Mitigasi bencana di Bantul dianggap belum ramah difabel
Harianjogja.com, BANTUL--Sistem peringatan bencana yang ada di Kabupaten Bantul selama ini dinilai belum berpihak pada para penyandang disabilitas.
Promosi Kisah Klaster Usaha Telur Asin Abinisa, Omzet Meningkat Berkat Pemberdayaan BRI
Pasalnya, piranti peringatan bencana yang ada selama ini hanya berupa sirine saja. Padahal, penyandang disabilitas, khususnya tuna rungu-wicara jelas akan tidak bisa mengakses bunyi yang keluar dari sirine itu.

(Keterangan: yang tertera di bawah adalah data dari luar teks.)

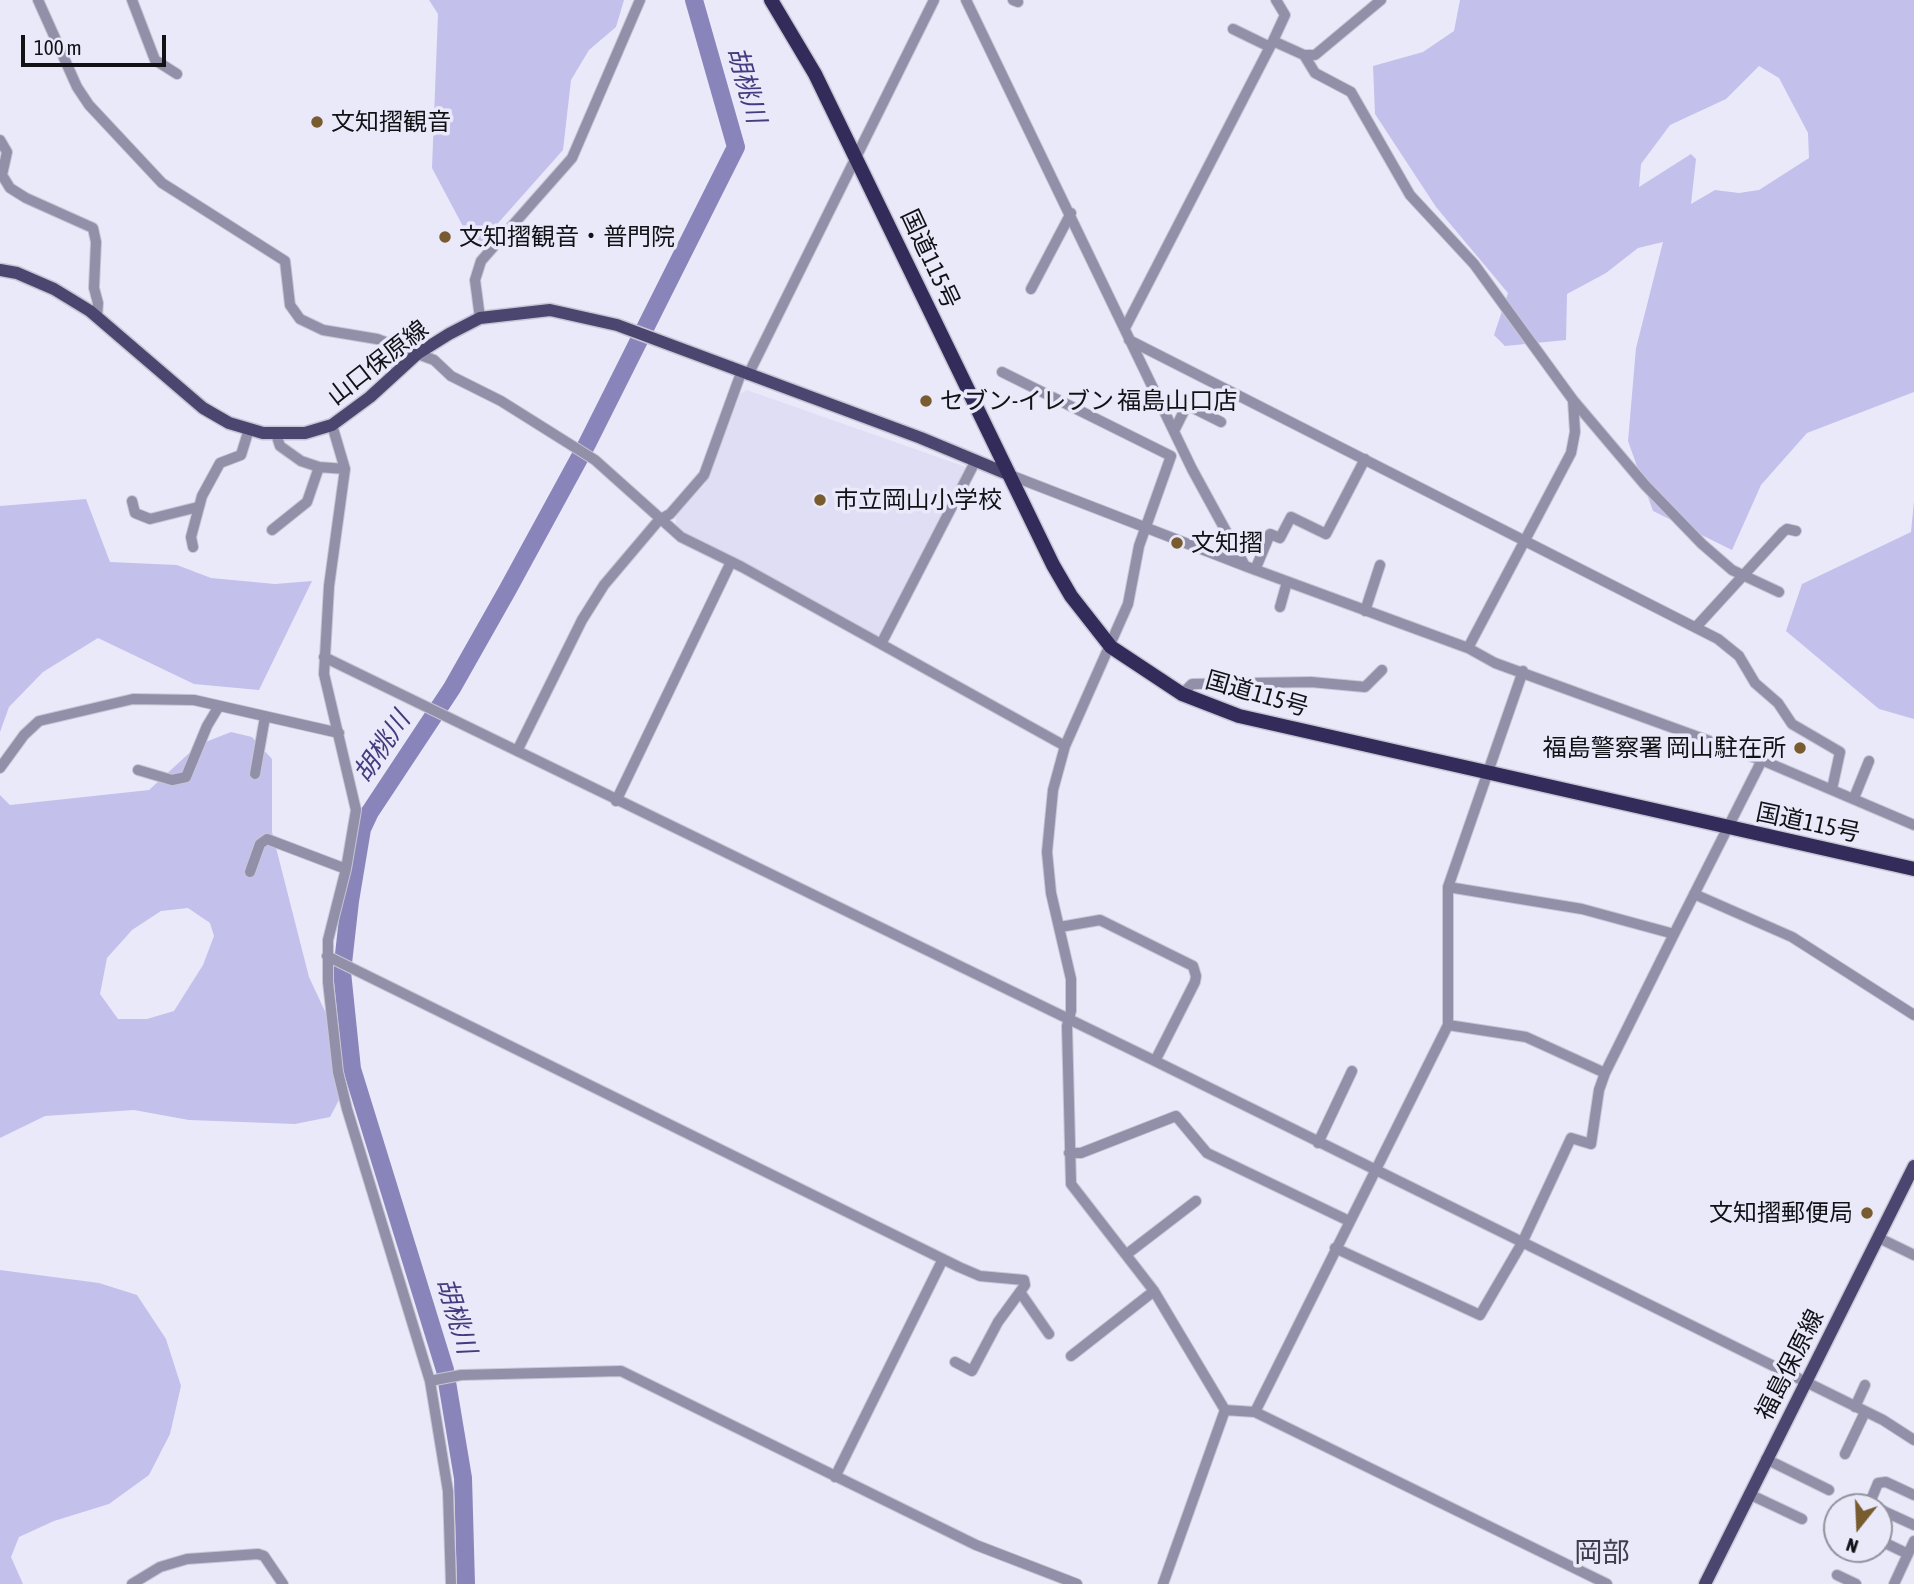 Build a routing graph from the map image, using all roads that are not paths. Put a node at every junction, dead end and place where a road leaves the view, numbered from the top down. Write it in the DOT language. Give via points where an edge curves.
graph roads {
  1 [pos="38,0"];
  2 [pos="132,0"];
  3 [pos="640,0"];
  4 [pos="771,0"];
  5 [pos="934,0"];
  6 [pos="966,0"];
  7 [pos="1276,0"];
  8 [pos="1381,0"];
  9 [pos="1233,29"];
  10 [pos="1272,44"];
  11 [pos="1304,55"];
  12 [pos="177,74"];
  13 [pos="0,139"];
  14 [pos="857,159"];
  15 [pos="2,178"];
  16 [pos="1071,214"];
  17 [pos="0,270"];
  18 [pos="1031,289"];
  19 [pos="97,316"];
  20 [pos="480,318"];
  21 [pos="1125,328"];
  22 [pos="1129,340"];
  23 [pos="417,354"];
  24 [pos="1002,372"];
  25 [pos="745,374"];
  26 [pos="1573,400"];
  27 [pos="1221,422"];
  28 [pos="332,425"];
  29 [pos="249,429"];
  30 [pos="1176,433"];
  31 [pos="276,434"];
  32 [pos="1171,456"];
  33 [pos="1365,459"];
  34 [pos="976,460"];
  35 [pos="319,467"];
  36 [pos="345,469"];
  37 [pos="1010,475"];
  38 [pos="132,501"];
  39 [pos="198,507"];
  40 [pos="659,520"];
  41 [pos="272,530"];
  42 [pos="1146,530"];
  43 [pos="1796,531"];
  44 [pos="1526,540"];
  45 [pos="192,547"];
  46 [pos="731,562"];
  47 [pos="1380,565"];
  48 [pos="1250,568"];
  49 [pos="1741,576"];
  50 [pos="1287,582"];
  51 [pos="1779,592"];
  52 [pos="1280,607"];
  53 [pos="1365,611"];
  54 [pos="1696,627"];
  55 [pos="881,644"];
  56 [pos="1111,647"];
  57 [pos="1468,648"];
  58 [pos="324,657"];
  59 [pos="1382,670"];
  60 [pos="1523,671"];
  61 [pos="1182,694"];
  62 [pos="219,706"];
  63 [pos="265,717"];
  64 [pos="339,733"];
  65 [pos="1065,746"];
  66 [pos="517,751"];
  67 [pos="1762,760"];
  68 [pos="1869,761"];
  69 [pos="0,768"];
  70 [pos="138,770"];
  71 [pos="1485,773"];
  72 [pos="255,774"];
  73 [pos="1832,789"];
  74 [pos="1854,797"];
  75 [pos="616,801"];
  76 [pos="1914,825"];
  77 [pos="1729,828"];
  78 [pos="346,869"];
  79 [pos="1914,869"];
  80 [pos="250,872"];
  81 [pos="1448,887"];
  82 [pos="1694,894"];
  83 [pos="1060,927"];
  84 [pos="1674,934"];
  85 [pos="327,956"];
  86 [pos="1914,1015"];
  87 [pos="1068,1020"];
  88 [pos="1448,1025"];
  89 [pos="1156,1061"];
  90 [pos="1352,1071"];
  91 [pos="1605,1073"];
  92 [pos="1318,1143"];
  93 [pos="1069,1153"];
  94 [pos="1914,1166"];
  95 [pos="1376,1171"];
  96 [pos="1196,1201"];
  97 [pos="1349,1221"];
  98 [pos="1879,1238"];
  99 [pos="1522,1243"];
  100 [pos="1335,1248"];
  101 [pos="1127,1254"];
  102 [pos="1914,1255"];
  103 [pos="943,1259"];
  104 [pos="1154,1291"];
  105 [pos="1020,1292"];
  106 [pos="1049,1334"];
  107 [pos="1072,1356"];
  108 [pos="955,1362"];
  109 [pos="430,1381"];
  110 [pos="1805,1382"];
  111 [pos="1865,1385"];
  112 [pos="1855,1407"];
  113 [pos="1225,1410"];
  114 [pos="1255,1412"];
  115 [pos="1865,1412"];
  116 [pos="1914,1440"];
  117 [pos="1845,1454"];
  118 [pos="1766,1459"];
  119 [pos="835,1477"];
  120 [pos="1829,1490"];
  121 [pos="1874,1493"];
  122 [pos="1749,1494"];
  123 [pos="1914,1495"];
  124 [pos="1893,1515"];
  125 [pos="1802,1519"];
  126 [pos="1914,1525"];
  127 [pos="1914,1541"];
  128 [pos="1893,1547"];
  129 [pos="1908,1555"];
  130 [pos="1838,1575"];
  131 [pos="132,1584"];
  132 [pos="283,1584"];
  133 [pos="451,1584"];
  134 [pos="1077,1584"];
  135 [pos="1163,1584"];
  136 [pos="1606,1584"];
  137 [pos="1705,1584"];
  138 [pos="1856,1584"];
  139 [pos="1894,1584"];
  1 -- 23 [label="street" via="89,105 162,183 285,261 290,305 300,319 323,330 377,339"];
  2 -- 12 [label="street" via="155,60"];
  3 -- 20 [label="street" via="572,158 481,261 475,280"];
  4 -- 14 [label="highway, 国道115号" via="804,52"];
  5 -- 14 [label="street"];
  6 -- 16 [label="street"];
  7 -- 10 [label="street" via="1284,15"];
  8 -- 11 [label="street" via="1321,52"];
  9 -- 10 [label="street"];
  10 -- 11 [label="street"];
  10 -- 21 [label="street"];
  11 -- 26 [label="street" via="1315,73 1351,92 1410,195 1474,264"];
  13 -- 15 [label="street" via="7,152"];
  14 -- 25 [label="street"];
  14 -- 37 [label="highway, 国道115号"];
  15 -- 19 [label="street" via="26,198 93,228"];
  16 -- 18 [label="street"];
  16 -- 21 [label="street"];
  17 -- 19 [label="main road, 山口保原線" via="54,289"];
  19 -- 29 [label="main road, 山口保原線" via="203,408"];
  20 -- 23 [label="main road, 山口保原線"];
  20 -- 25 [label="main road, 山口保原線" via="550,310 584,316"];
  21 -- 22 [label="street"];
  22 -- 30 [label="street"];
  22 -- 33 [label="street"];
  23 -- 28 [label="main road, 山口保原線"];
  23 -- 40 [label="street" via="580,449"];
  24 -- 32 [label="street"];
  25 -- 34 [label="main road, 山口保原線"];
  25 -- 40 [label="street" via="704,475 670,514"];
  26 -- 44 [label="street" via="1571,453"];
  26 -- 49 [label="street" via="1645,485 1702,544"];
  27 -- 30 [label="street" via="1187,405"];
  28 -- 31 [label="main road, 山口保原線" via="305,433"];
  28 -- 36 [label="street"];
  29 -- 31 [label="main road, 山口保原線"];
  29 -- 39 [label="street" via="241,456 220,463"];
  30 -- 32 [label="street"];
  30 -- 48 [label="street"];
  31 -- 35 [label="street" via="286,452"];
  32 -- 42 [label="street"];
  33 -- 44 [label="street"];
  33 -- 48 [label="street" via="1326,534 1291,517 1280,538 1270,534"];
  34 -- 37 [label="main road, 山口保原線"];
  34 -- 55 [label="street"];
  35 -- 36 [label="street"];
  35 -- 41 [label="street" via="307,502"];
  36 -- 58 [label="street" via="334,535"];
  37 -- 42 [label="street"];
  37 -- 56 [label="highway, 国道115号" via="1063,583"];
  38 -- 39 [label="street" via="135,513 150,519"];
  39 -- 45 [label="street"];
  40 -- 46 [label="street" via="681,537"];
  40 -- 66 [label="street" via="586,612"];
  42 -- 48 [label="street"];
  42 -- 56 [label="street" via="1128,604"];
  43 -- 49 [label="street" via="1783,532"];
  44 -- 54 [label="street"];
  44 -- 57 [label="street"];
  46 -- 55 [label="street"];
  46 -- 75 [label="street"];
  47 -- 53 [label="street"];
  48 -- 50 [label="street"];
  49 -- 51 [label="street"];
  49 -- 54 [label="street"];
  50 -- 52 [label="street"];
  50 -- 53 [label="street"];
  53 -- 57 [label="street"];
  54 -- 73 [label="street" via="1739,656 1755,683 1793,724 1840,752"];
  55 -- 65 [label="street"];
  56 -- 61 [label="highway, 国道115号"];
  56 -- 65 [label="street"];
  57 -- 60 [label="street"];
  58 -- 64 [label="street"];
  58 -- 66 [label="street"];
  59 -- 61 [label="street" via="1365,687 1311,682 1192,684"];
  60 -- 67 [label="street"];
  60 -- 71 [label="street"];
  61 -- 71 [label="highway, 国道115号" via="1239,716"];
  62 -- 63 [label="street"];
  62 -- 69 [label="street" via="194,700 133,699 39,722"];
  62 -- 70 [label="street" via="186,777 172,780"];
  63 -- 64 [label="street"];
  63 -- 72 [label="street"];
  64 -- 78 [label="street" via="356,810"];
  65 -- 83 [label="street" via="1046,837 1051,894"];
  66 -- 75 [label="street"];
  67 -- 73 [label="street"];
  67 -- 77 [label="street"];
  68 -- 74 [label="street"];
  71 -- 77 [label="highway, 国道115号"];
  71 -- 81 [label="street"];
  73 -- 74 [label="street"];
  74 -- 76 [label="street"];
  75 -- 87 [label="street"];
  77 -- 79 [label="highway, 国道115号"];
  77 -- 82 [label="street"];
  78 -- 80 [label="street" via="268,839 260,844"];
  78 -- 85 [label="street" via="332,915"];
  81 -- 84 [label="street" via="1582,909"];
  81 -- 88 [label="street"];
  82 -- 84 [label="street"];
  82 -- 86 [label="street" via="1792,937"];
  83 -- 87 [label="street" via="1071,979"];
  83 -- 89 [label="street" via="1100,920 1193,966 1195,982"];
  84 -- 91 [label="street"];
  85 -- 103 [label="street"];
  85 -- 109 [label="street" via="344,1096"];
  87 -- 89 [label="street"];
  87 -- 93 [label="street"];
  88 -- 91 [label="street" via="1526,1037"];
  88 -- 95 [label="street"];
  89 -- 92 [label="street"];
  90 -- 92 [label="street"];
  91 -- 99 [label="street" via="1591,1144 1571,1138"];
  92 -- 95 [label="street"];
  93 -- 97 [label="street" via="1081,1153 1176,1116 1208,1153"];
  93 -- 101 [label="street" via="1071,1184"];
  94 -- 98 [label="main road, 福島保原線"];
  95 -- 97 [label="street"];
  95 -- 99 [label="street"];
  96 -- 101 [label="street"];
  97 -- 100 [label="street"];
  98 -- 102 [label="street"];
  98 -- 110 [label="main road, 福島保原線"];
  99 -- 100 [label="street" via="1480,1315"];
  99 -- 110 [label="street"];
  100 -- 114 [label="street"];
  101 -- 104 [label="street"];
  103 -- 105 [label="street" via="980,1276 1024,1280"];
  103 -- 119 [label="street"];
  104 -- 107 [label="street"];
  104 -- 113 [label="street"];
  105 -- 106 [label="street"];
  105 -- 108 [label="street" via="972,1371"];
  109 -- 119 [label="street" via="461,1375 621,1371"];
  109 -- 133 [label="street" via="448,1492"];
  110 -- 112 [label="street"];
  110 -- 118 [label="main road, 福島保原線"];
  111 -- 112 [label="street"];
  112 -- 115 [label="street"];
  113 -- 114 [label="street"];
  113 -- 135 [label="street"];
  114 -- 136 [label="street"];
  115 -- 116 [label="street"];
  115 -- 117 [label="street"];
  118 -- 120 [label="street"];
  118 -- 122 [label="main road, 福島保原線"];
  119 -- 134 [label="street" via="976,1545"];
  121 -- 123 [label="street" via="1878,1483 1885,1482"];
  122 -- 125 [label="street"];
  122 -- 137 [label="main road, 福島保原線"];
  124 -- 126 [label="street"];
  127 -- 129 [label="street"];
  128 -- 129 [label="street"];
  129 -- 139 [label="street"];
  130 -- 138 [label="street"];
  131 -- 132 [label="street" via="160,1567 187,1559 258,1553"];
} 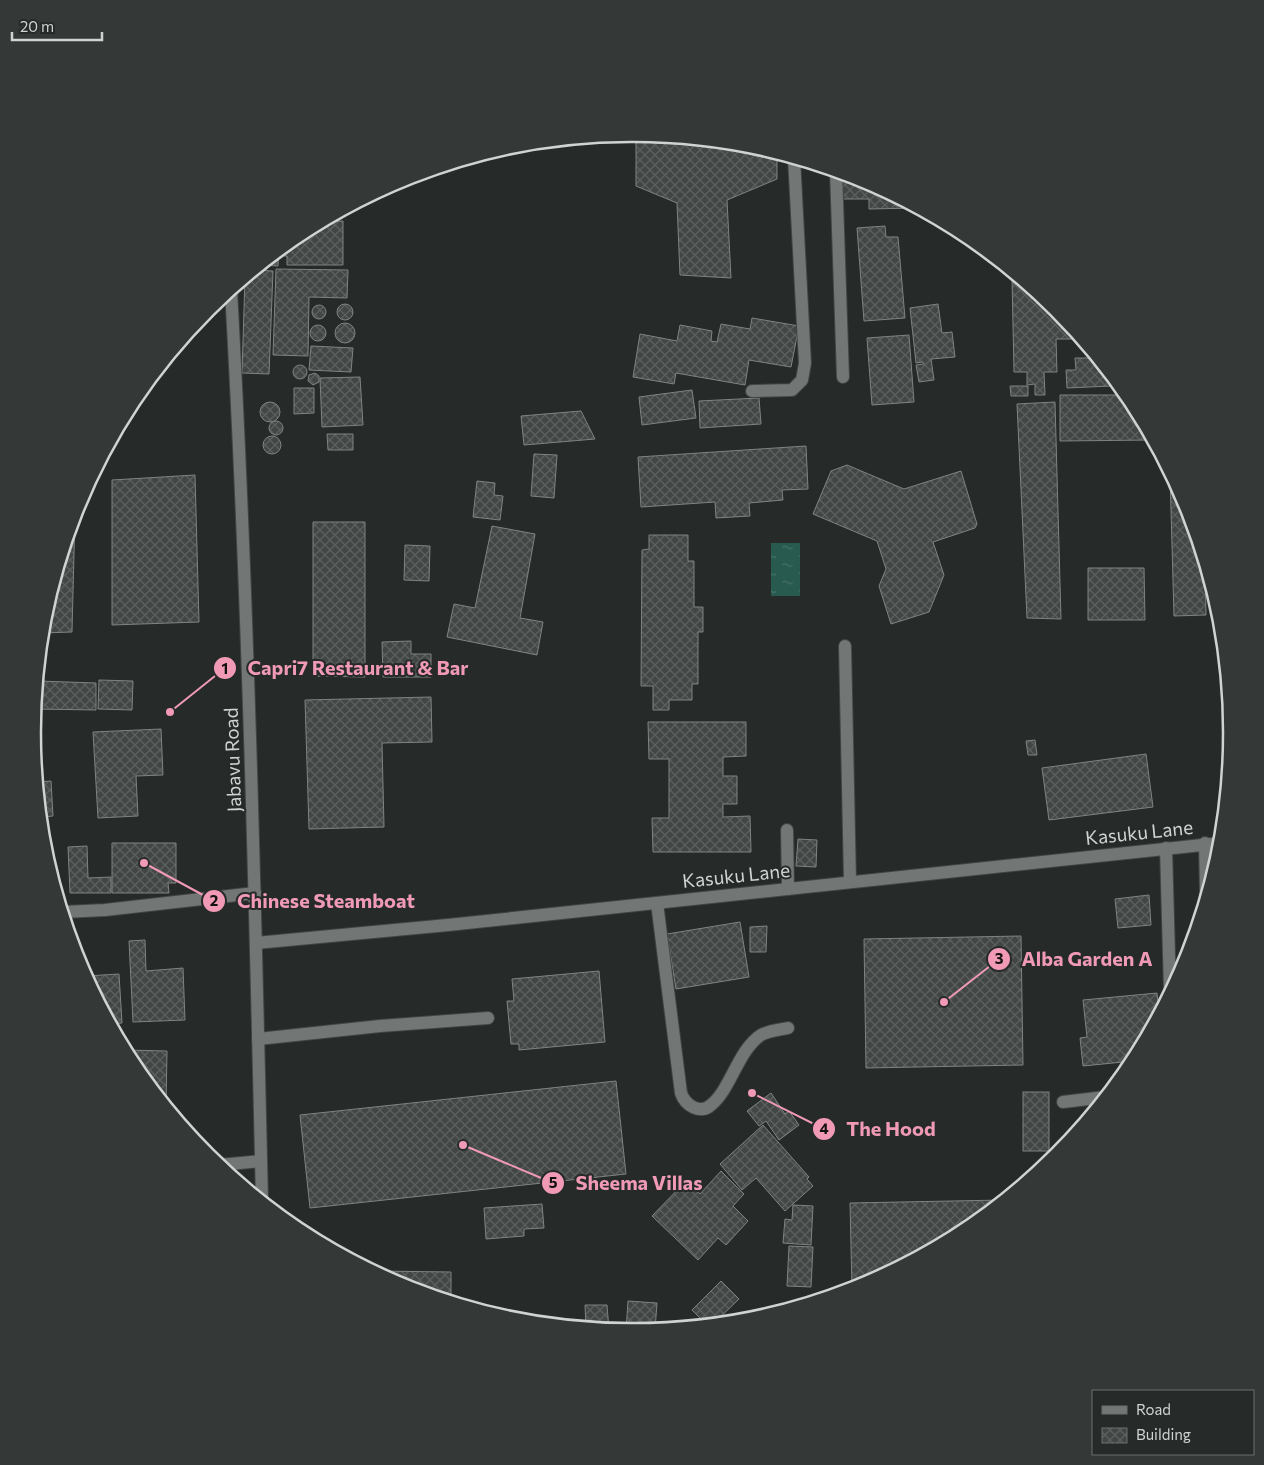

Suparman, salah satu penyandang disabilitas warga Dusun Tlogo, Desa Kebonagung, Kecamatan Imogiri yang juga merupakan pengurus Forum Pengurangan Resiko Bencana (FPRB) Kebonagung, menegaskan bahwa penyandang disabilitas sejatinya memiliki hak yang sama dalam hal pengurangan resiko bencana. Sayangnya, selama ini hak penyandang disabilitas memang masih kurang terwakili.
“Contohnya, sirine peringatan bencana itu saja. Kalau penyandang disabilitas tuna rungu, mana bisa mendengarnya. Iya, kalau pas terjadi bencana, mereka ada yang mendampingi, la kalau ternyata pas sendirian bagaimana,” katanya saat ditemui di sela-sela simulasi bencana alam yang digelar organisasi internasional asal Jerman yang bergerak di bidang kesejahteraan sosial dan kebencanaan Arbeiter Samariter Bund (ASB) bersama FPRB Kebonagung dan BPBD Bantul di Balai Desa Kebonagung, Kamis (26/1/2017) siang.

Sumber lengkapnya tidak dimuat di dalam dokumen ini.